Task prompt:
In the data below, find every line with the word "roads" and copy it out.

Items listed in a dataset:

---

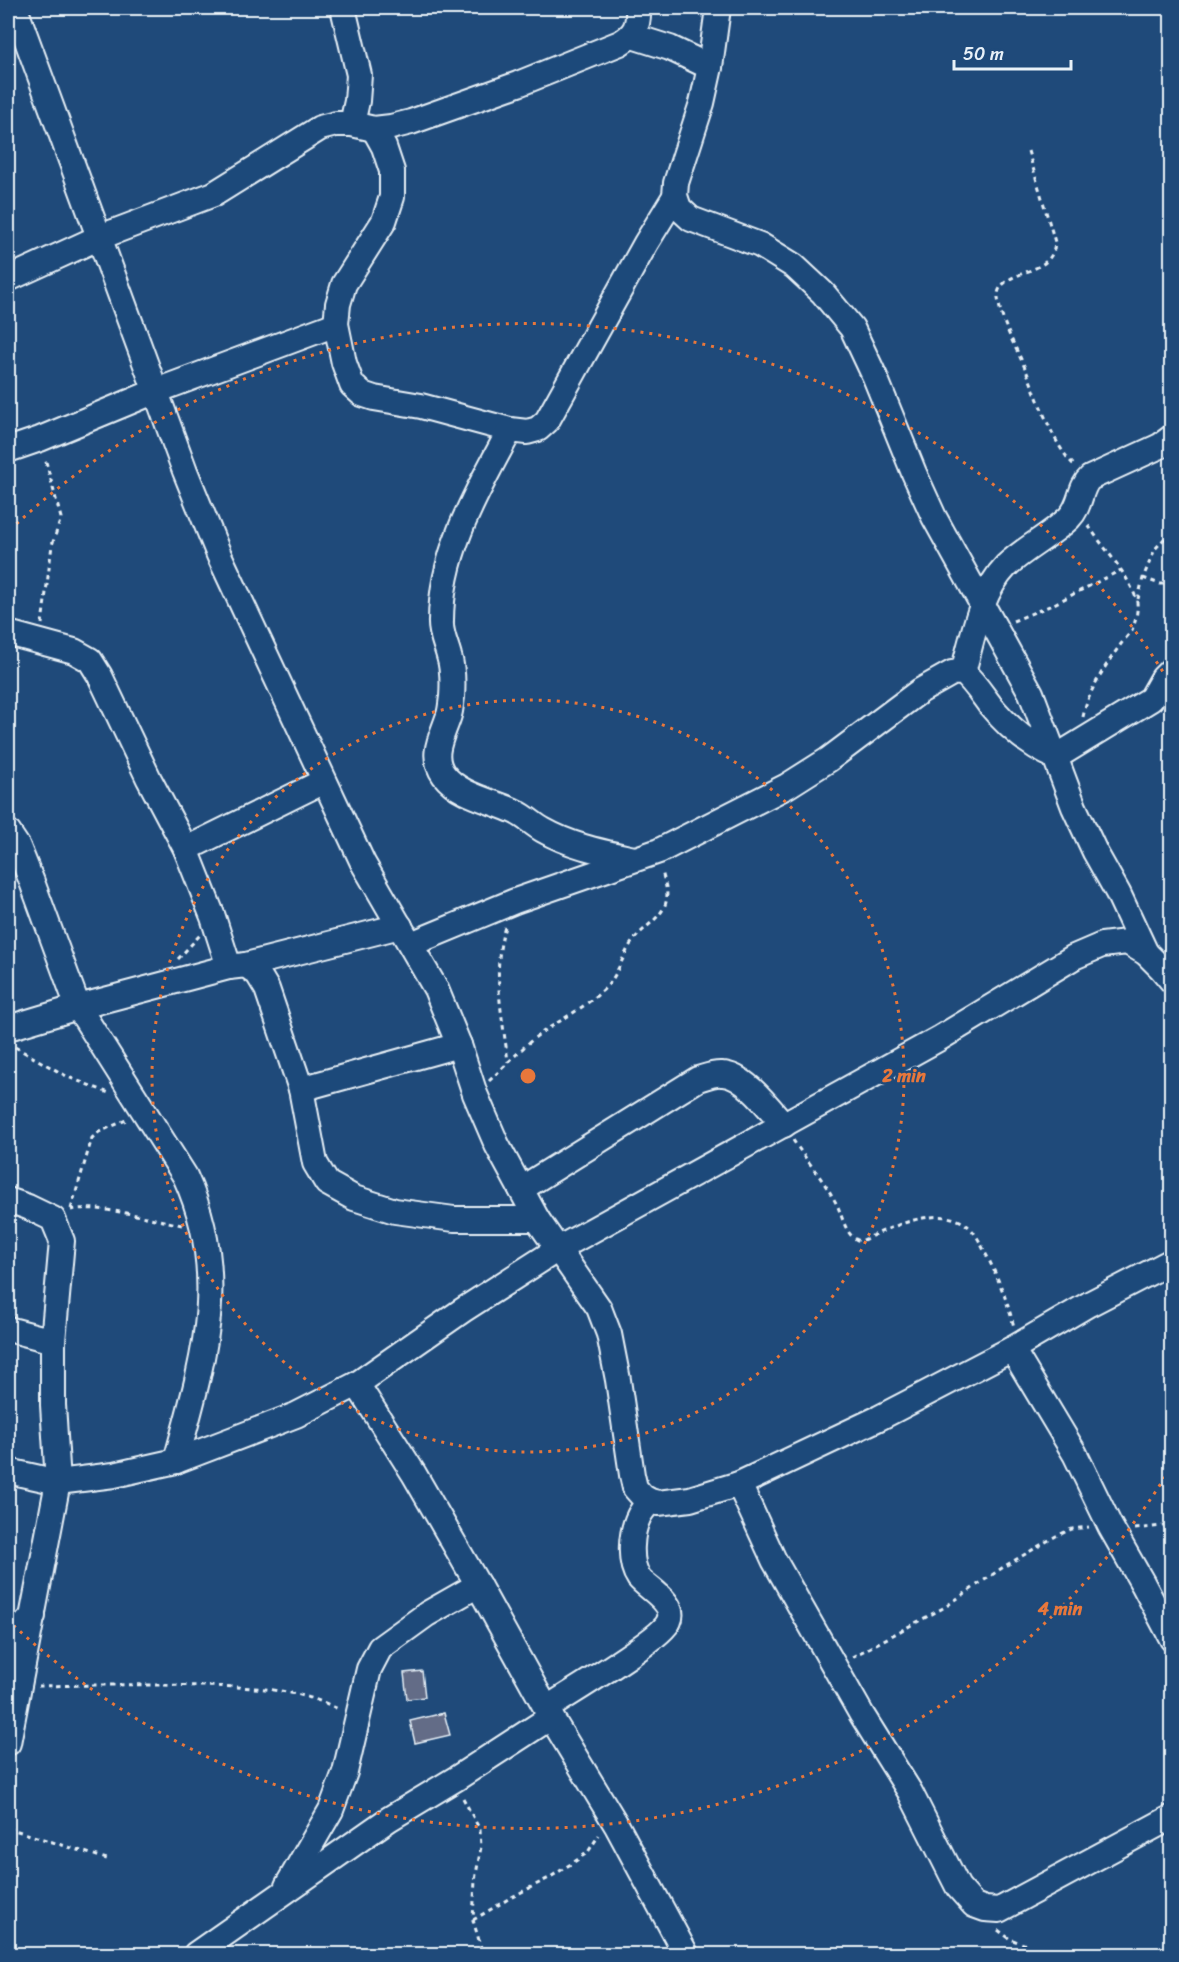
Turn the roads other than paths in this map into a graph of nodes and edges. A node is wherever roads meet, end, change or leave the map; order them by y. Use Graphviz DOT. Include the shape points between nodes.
graph roads {
  1 [pos="15,8"];
  2 [pos="343,8"];
  3 [pos="638,8"];
  4 [pos="718,8"];
  5 [pos="632,36"];
  6 [pos="710,67"];
  7 [pos="363,127"];
  8 [pos="675,196"];
  9 [pos="100,237"];
  10 [pos="8,279"];
  11 [pos="336,324"];
  12 [pos="156,391"];
  13 [pos="510,430"];
  14 [pos="1172,437"];
  15 [pos="8,450"];
  16 [pos="982,606"];
  17 [pos="995,628"];
  18 [pos="8,633"];
  19 [pos="970,647"];
  20 [pos="1171,669"];
  21 [pos="963,672"];
  22 [pos="1056,757"];
  23 [pos="324,781"];
  24 [pos="8,832"];
  25 [pos="186,849"];
  26 [pos="634,859"];
  27 [pos="405,935"];
  28 [pos="1146,953"];
  29 [pos="237,966"];
  30 [pos="1172,981"];
  31 [pos="78,1007"];
  32 [pos="8,1028"];
  33 [pos="459,1045"];
  34 [pos="301,1089"];
  35 [pos="784,1125"];
  36 [pos="521,1189"];
  37 [pos="8,1200"];
  38 [pos="537,1219"];
  39 [pos="558,1249"];
  40 [pos="1172,1261"];
  41 [pos="8,1329"];
  42 [pos="53,1341"];
  43 [pos="1016,1347"];
  44 [pos="357,1384"];
  45 [pos="176,1461"];
  46 [pos="8,1471"];
  47 [pos="58,1482"];
  48 [pos="738,1484"];
  49 [pos="650,1501"];
  50 [pos="478,1585"];
  51 [pos="33,1616"];
  52 [pos="1172,1639"];
  53 [pos="8,1643"];
  54 [pos="549,1713"];
  55 [pos="8,1743"];
  56 [pos="1172,1817"];
  57 [pos="283,1893"];
  58 [pos="196,1954"];
  59 [pos="686,1954"];
  1 -- 9 [label="street"];
  2 -- 7 [label="street" via="359,75 357,101"];
  3 -- 5 [label="street" via="639,18"];
  4 -- 6 [label="street"];
  5 -- 6 [label="street"];
  5 -- 7 [label="street" via="556,70 454,108 391,128"];
  6 -- 8 [label="street"];
  7 -- 9 [label="street" via="336,124 320,128 214,194"];
  7 -- 11 [label="street" via="384,147 392,171 392,196 384,221 344,284"];
  8 -- 13 [label="street" via="547,422 527,432"];
  8 -- 16 [label="street" via="679,208 691,219 760,245 794,266 823,292 852,328 934,517"];
  9 -- 10 [label="street"];
  9 -- 12 [label="street"];
  11 -- 12 [label="street"];
  11 -- 13 [label="street" via="352,385 362,394"];
  12 -- 15 [label="street"];
  12 -- 23 [label="street" via="219,555"];
  13 -- 26 [label="street" via="469,507 445,582 441,628 453,678 449,715 439,737 437,759 452,784 467,792 517,813 571,843"];
  14 -- 16 [label="street" via="1090,478 1070,517 1005,567"];
  16 -- 17 [label="street"];
  16 -- 19 [label="street"];
  17 -- 19 [label="street"];
  17 -- 22 [label="street" via="1032,693"];
  18 -- 25 [label="street" via="74,651 90,660"];
  19 -- 21 [label="street"];
  20 -- 22 [label="street" via="1151,699"];
  21 -- 22 [label="street" via="1027,742"];
  21 -- 26 [label="street" via="952,673 920,691 787,786 659,851"];
  22 -- 28 [label="street" via="1074,807"];
  23 -- 25 [label="street"];
  23 -- 27 [label="street" via="363,863"];
  24 -- 31 [label="street" via="18,847"];
  25 -- 29 [label="street"];
  26 -- 27 [label="street"];
  27 -- 29 [label="street"];
  27 -- 33 [label="street" via="436,989"];
  28 -- 30 [label="street"];
  28 -- 35 [label="street" via="1127,942 1101,945 1074,957"];
  29 -- 31 [label="street"];
  29 -- 34 [label="street" via="258,974 267,989"];
  31 -- 32 [label="street"];
  31 -- 45 [label="street" via="185,1176 205,1229 210,1272 208,1325"];
  33 -- 34 [label="street"];
  33 -- 36 [label="street" via="475,1095"];
  34 -- 38 [label="street" via="315,1163 327,1183 354,1198 394,1211 454,1219"];
  35 -- 36 [label="street" via="736,1077 721,1073 698,1079"];
  35 -- 39 [label="street"];
  36 -- 38 [label="street"];
  37 -- 42 [label="street" via="53,1219 62,1241"];
  38 -- 39 [label="street"];
  39 -- 44 [label="street"];
  39 -- 49 [label="street" via="589,1290 609,1334 632,1475 636,1488"];
  40 -- 43 [label="street"];
  41 -- 42 [label="street"];
  42 -- 47 [label="street"];
  43 -- 48 [label="street" via="879,1418"];
  43 -- 52 [label="street"];
  44 -- 45 [label="street" via="296,1415"];
  44 -- 50 [label="street"];
  45 -- 47 [label="street"];
  46 -- 47 [label="street"];
  47 -- 51 [label="street"];
  48 -- 49 [label="street" via="690,1499"];
  48 -- 56 [label="street" via="774,1560 910,1792 958,1887 974,1905 999,1910"];
  49 -- 54 [label="street" via="634,1530 633,1561 640,1579 663,1600 669,1621 655,1637"];
  50 -- 54 [label="street"];
  50 -- 57 [label="street" via="427,1614 380,1648 369,1669 345,1772 331,1810"];
  51 -- 53 [label="street"];
  51 -- 55 [label="street"];
  54 -- 57 [label="street"];
  54 -- 59 [label="street"];
  57 -- 58 [label="street"];
}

---

Exercise response:
Turn the roads other than paths in this map into a graph of nodes and edges. A node is wherever roads meet, end, change or leave the map; order them by y. Use Graphviz DOT. Include the shape points between nodes.
graph roads {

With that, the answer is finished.